クリスティデビュー作で、ポアロ初登場作品「スタイルズ荘の怪事件」

高校生時代、アガサ・クリスティが
好きで読んでいた。
でも、超有名な作品しか読んで
いなかった。(映画化作品寄り)

それでアガサ・クリスティを久々に読んだ。
創元推理文庫で新訳が発売されたから。
クリスティのデビュー作でポアロ初登場の
「スタイルズ荘の怪事件」。
なんと、この作品は未読だった!

イギリスの片田舎にある「スタイルズ荘」の
女主人が毒殺された。
療養休暇中のヘイスティングスは、旧友に
誘われ、「スタイルズ荘」に滞在していた。
毒殺された女主人というのは、旧友の継母だった。

夫の遺産で血のつながらない二人の息子を
慈しみ育てた。

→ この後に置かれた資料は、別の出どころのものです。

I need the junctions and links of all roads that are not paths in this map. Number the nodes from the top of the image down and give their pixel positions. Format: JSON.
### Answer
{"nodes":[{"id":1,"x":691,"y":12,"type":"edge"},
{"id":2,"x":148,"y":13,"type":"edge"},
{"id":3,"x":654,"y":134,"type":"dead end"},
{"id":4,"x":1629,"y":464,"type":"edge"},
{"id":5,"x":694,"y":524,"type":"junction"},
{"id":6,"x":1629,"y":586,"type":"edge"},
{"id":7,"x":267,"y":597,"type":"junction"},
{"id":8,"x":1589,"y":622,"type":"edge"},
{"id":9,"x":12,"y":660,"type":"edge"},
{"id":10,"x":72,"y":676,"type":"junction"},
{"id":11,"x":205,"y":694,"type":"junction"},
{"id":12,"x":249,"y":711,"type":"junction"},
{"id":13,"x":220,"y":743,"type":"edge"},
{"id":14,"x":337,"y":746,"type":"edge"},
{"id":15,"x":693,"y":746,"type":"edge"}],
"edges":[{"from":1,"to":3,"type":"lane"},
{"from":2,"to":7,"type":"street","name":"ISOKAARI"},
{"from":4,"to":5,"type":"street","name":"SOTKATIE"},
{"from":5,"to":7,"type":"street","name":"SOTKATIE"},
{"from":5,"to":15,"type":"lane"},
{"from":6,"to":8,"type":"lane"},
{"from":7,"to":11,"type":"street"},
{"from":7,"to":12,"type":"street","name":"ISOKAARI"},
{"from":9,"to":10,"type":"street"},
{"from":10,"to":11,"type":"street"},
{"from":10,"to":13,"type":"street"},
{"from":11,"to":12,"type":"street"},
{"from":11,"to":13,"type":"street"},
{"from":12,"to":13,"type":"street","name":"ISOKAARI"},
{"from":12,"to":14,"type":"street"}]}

多少性格に難はあったが、
周囲の人に気を配れる、優しい人だった。

ところが、最近になって20歳も年下の
男性に恋をし、周囲の反対を押し切って
結婚してしまった。
誰の目にも明らかに財産目当てに映っていたので、
夫が女主人を毒殺したのだと誰もが思った。

ヘイスティングスは、偶然にもベルギーで
優秀な警察官だった、エルキュール・ポアロと再会する。
そして、この毒殺事件の捜査を旧友に依頼させた。

殺人に使用された毒はストリキニーネ。
誰がいつどのようにして飲ませたのか?

事件現場に残っていた様々な遺留品。
粉々に砕けたコーヒーカップ、
燃やされた遺言状、
そして、事件前の誰かとの諍い。
周囲の人間の証言から、ポアロは
事件の真相に繋がるピースをはめ込んでいく。

ヘイスティングスはポアロが一人で何やら
調べているのが気に入らない。
自分の推理をポアロに話しても全く
取り合ってくれない。
ポアロに、どうしてわからないのですか?
ヒントはそこにありますよ。
と言われても全くわからない。
そんなヘイスティングスの不満は読んでいる私たちも感じる。
一体どこまで調べがついているんだよ~
と突っ込みをいれたくなる。
ヘイスティングスの迷ワトソンぶりが面白い。
しかし、ポワロはヘイスティングスの
何気ない言葉から、事件の真相にたどり着くのだ。

ポアロの灰色の脳細胞が冴えわたる!
最高のデビュー作。
もう一回読むと別の意味が浮かび上がるらしい。
再読必至!

訳者は、あのアンソニー・ホロヴィッツ
作品の訳を担当した、山田蘭さん。
海外小説にある、独特の言い回しを
とても美しい日本語でわかりやすく翻訳。
それでいて、海外ミステリーの雰囲気を
壊していない。

読みやすさと面白さでいっき読み。

『スタイルズ荘の怪事件』
著者:アガサ・クリスティ著/山田蘭訳
出版社:東京創元社(文庫)
価格:¥968(本体¥880+税)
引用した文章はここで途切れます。